While true, we also do have to continue body build. Rex isn't build like any of the large birds we have today so things are complicated as, we just don't have something in that exact niche.

All we can say for sure is 'The few fragments we have of rex skin do not have feathers' and 'Other dinosaurs of similar size did not have feathers', see Edmontosaurus and the sauropods for that
 

darjr

I crit!
It’s scary enough now knowing elephants, whole heards, could easily pass a group stealth check against me. I refuse to attach that idea to T-Rex packs. Just for my own sanity.
 

Mind of tempest

(he/him)advocate for 5e psionics
It’s scary enough now knowing elephants, whole heards, could easily pass a group stealth check against me. I refuse to attach that idea to T-Rex packs. Just for my own sanity.
look you would not likely be worth it for them to hunt so you would be fine.

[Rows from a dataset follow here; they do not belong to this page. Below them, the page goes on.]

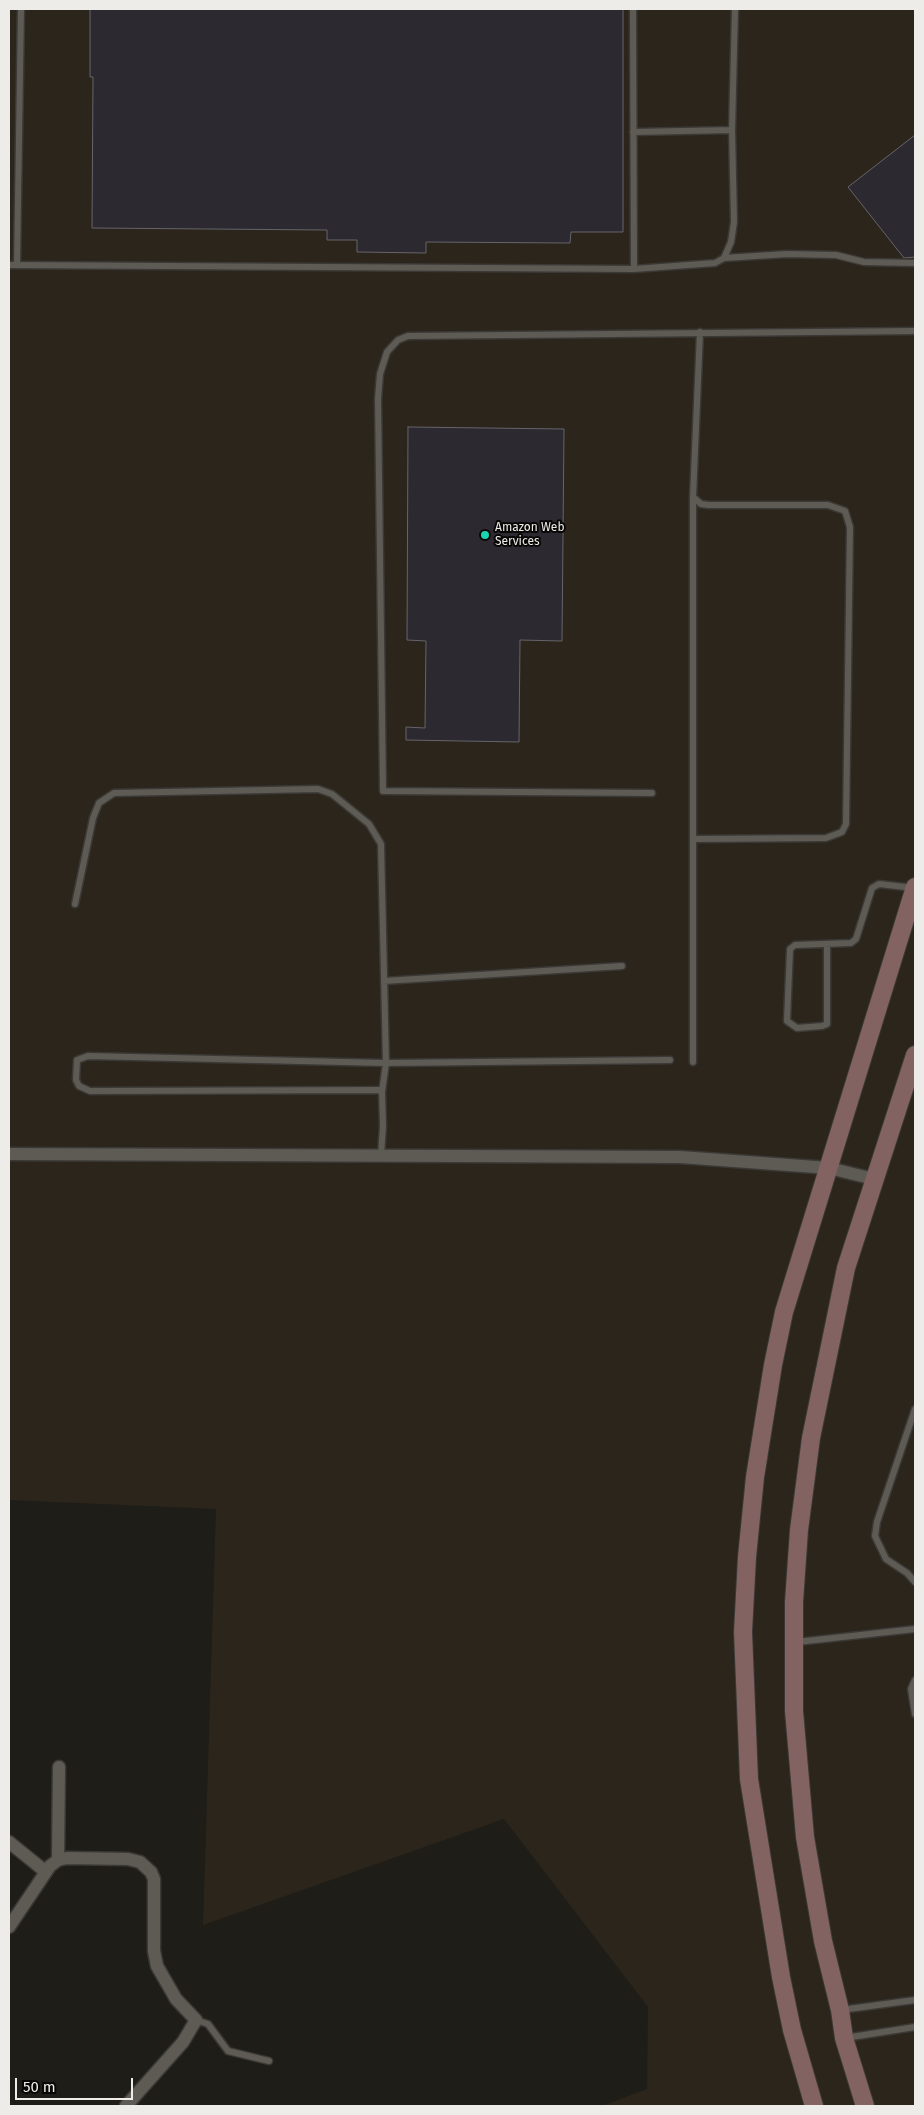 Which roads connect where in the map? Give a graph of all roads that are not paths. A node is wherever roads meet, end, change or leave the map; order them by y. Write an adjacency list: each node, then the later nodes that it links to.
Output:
1 (21, 9): 9 (lane)
2 (634, 9): 5 (lane)
3 (735, 9): 4 (lane)
4 (732, 130): 5 (lane); 6 (lane)
5 (633, 132): 10 (lane)
6 (724, 258): 7 (lane); 10 (lane)
7 (915, 263)
8 (9, 264): 9 (lane)
9 (17, 265): 10 (lane)
10 (634, 269)
11 (915, 331): 12 (lane)
12 (700, 332): 13 (lane); 14 (lane)
13 (693, 497): 15 (lane); 15 (lane)
14 (652, 793)
15 (693, 839): 23 (lane)
16 (915, 888): 18 (lane); 28 (street)
17 (75, 904): 20 (lane)
18 (827, 945): 18 (lane)
19 (622, 966): 20 (lane)
20 (384, 981): 24 (lane)
21 (915, 1055): 29 (street)
22 (670, 1060): 24 (lane)
23 (693, 1062)
24 (386, 1063): 25 (lane); 25 (lane)
25 (382, 1092): 27 (lane)
26 (9, 1154): 27 (street)
27 (381, 1155): 28 (street)
28 (829, 1168): 29 (street); 48 (street)
29 (874, 1179): 33 (street)
30 (915, 1409): 31 (lane)
31 (915, 1582)
32 (915, 1629): 33 (lane)
33 (793, 1643): 42 (street)
34 (915, 1680): 35 (lane)
35 (915, 1714)
36 (59, 1767): 38 (street)
37 (9, 1842): 39 (street)
38 (58, 1860): 39 (street); 43 (street)
39 (46, 1872): 40 (street)
40 (9, 1926)
41 (915, 2000): 42 (lane)
42 (840, 2010): 45 (street)
43 (196, 2020): 46 (lane); 47 (street)
44 (915, 2026): 45 (lane)
45 (844, 2038): 49 (street)
46 (269, 2062)
47 (126, 2106)
48 (814, 2106)
49 (865, 2106) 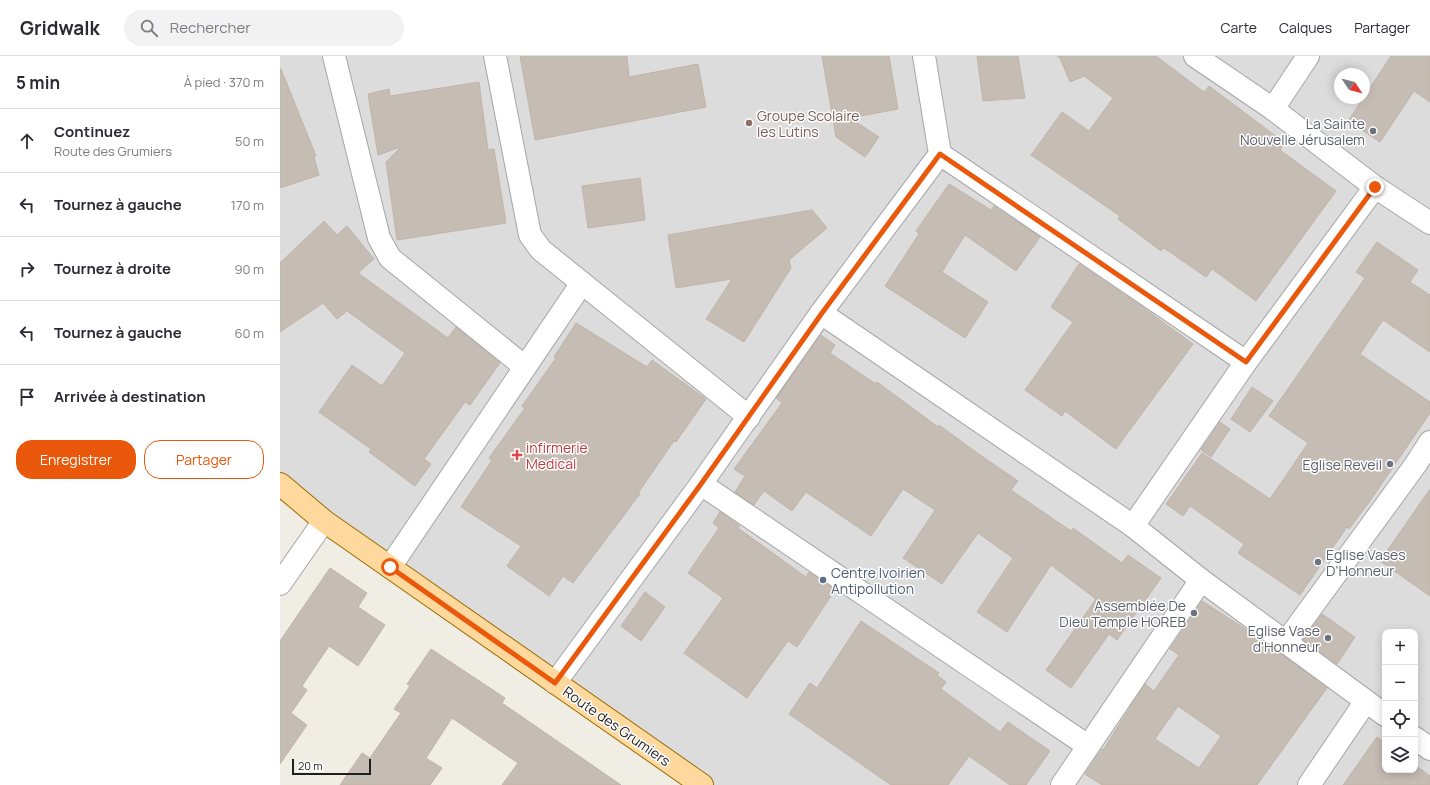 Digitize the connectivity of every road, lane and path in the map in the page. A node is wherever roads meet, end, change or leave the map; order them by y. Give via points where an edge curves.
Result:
1 (334, 56) edge
2 (495, 56) edge
3 (924, 56) edge
4 (1195, 56) edge
5 (1308, 56) edge
6 (1273, 109) junction
7 (940, 154) junction
8 (1375, 187) junction
9 (1430, 223) edge
10 (582, 284) junction
11 (822, 313) junction
12 (1246, 362) junction
13 (525, 367) junction
14 (749, 417) junction
15 (1430, 442) edge
16 (1423, 469) edge
17 (280, 484) edge
18 (701, 484) junction
19 (324, 521) junction
20 (1133, 526) junction
21 (390, 567) junction
22 (1201, 580) junction
23 (280, 584) edge
24 (1286, 642) junction
25 (555, 683) junction
26 (1366, 701) junction
27 (1382, 713) edge
28 (1418, 740) edge
29 (1088, 746) junction
30 (1430, 749) edge
31 (702, 785) edge
32 (1062, 785) edge
33 (1310, 785) edge

1 - 13 street via 379,238 390,258
2 - 10 street via 530,235 541,250
3 - 7 street
4 - 6 street
5 - 6 street
6 - 8 street
7 - 11 street
7 - 12 street
8 - 9 street
8 - 12 street
10 - 13 street
10 - 14 street
11 - 14 street
11 - 20 street
12 - 20 street
13 - 21 street
14 - 18 street
15 - 16 street
16 - 24 street
17 - 19 main road, Route des Grumiers
18 - 25 street
18 - 29 street
19 - 21 main road, Route des Grumiers
19 - 23 street
20 - 22 street
21 - 25 main road, Route des Grumiers
22 - 24 street
22 - 29 street
24 - 26 street
25 - 31 main road, Route des Grumiers
26 - 27 street
26 - 33 street
28 - 30 street
29 - 32 street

3) T. rexes weren't at all closely related to elephants. What they were more closely related to is large birds. There are no featherless large birds, no matter how tropical the environment that they lived in, as far as we know. Moas and elephant birds weren't featherless. Ostriches aren't featherless. Nobody is suggesting that phorusrachids or gastornids were featherless, even though some of them (particularly the latter) lived in even hotter times than the Cretaceous. In fact, we may even have a Gastornis feather impression from the Green River formation. T. rex's ancestors were certainly feathered, like Yutyrannus, which was a pretty sizeable animal itself; maybe not as massive as an elephant, but more massive than most rhinos, and Yutyrannus was certainly feathered. Of course, to be fair, the climate was probably a bit more temperate where Yutyrannus lived, and they may have had pretty frosty weather in the winter. But it's not a binary case of "T. rex had to live at the poles, otherwise it wouldn't have needed or had feathers" which seems a bit close to what's being proposed here. By the way, we also know other large dinosaurs, even in very tropical climates, were feathered, like big oviraptors and therizinosaurs.
it tends to depend on the animal but given the mass and active lifestyle massive heat generation is likely, we also lack any Trex feathers but plenty of scales and in general large animals in hot climates tend to start dumping hair past a certain size both feathered adults and featherless adults are presently possible thus it is at stale mate till we get newer discoveries.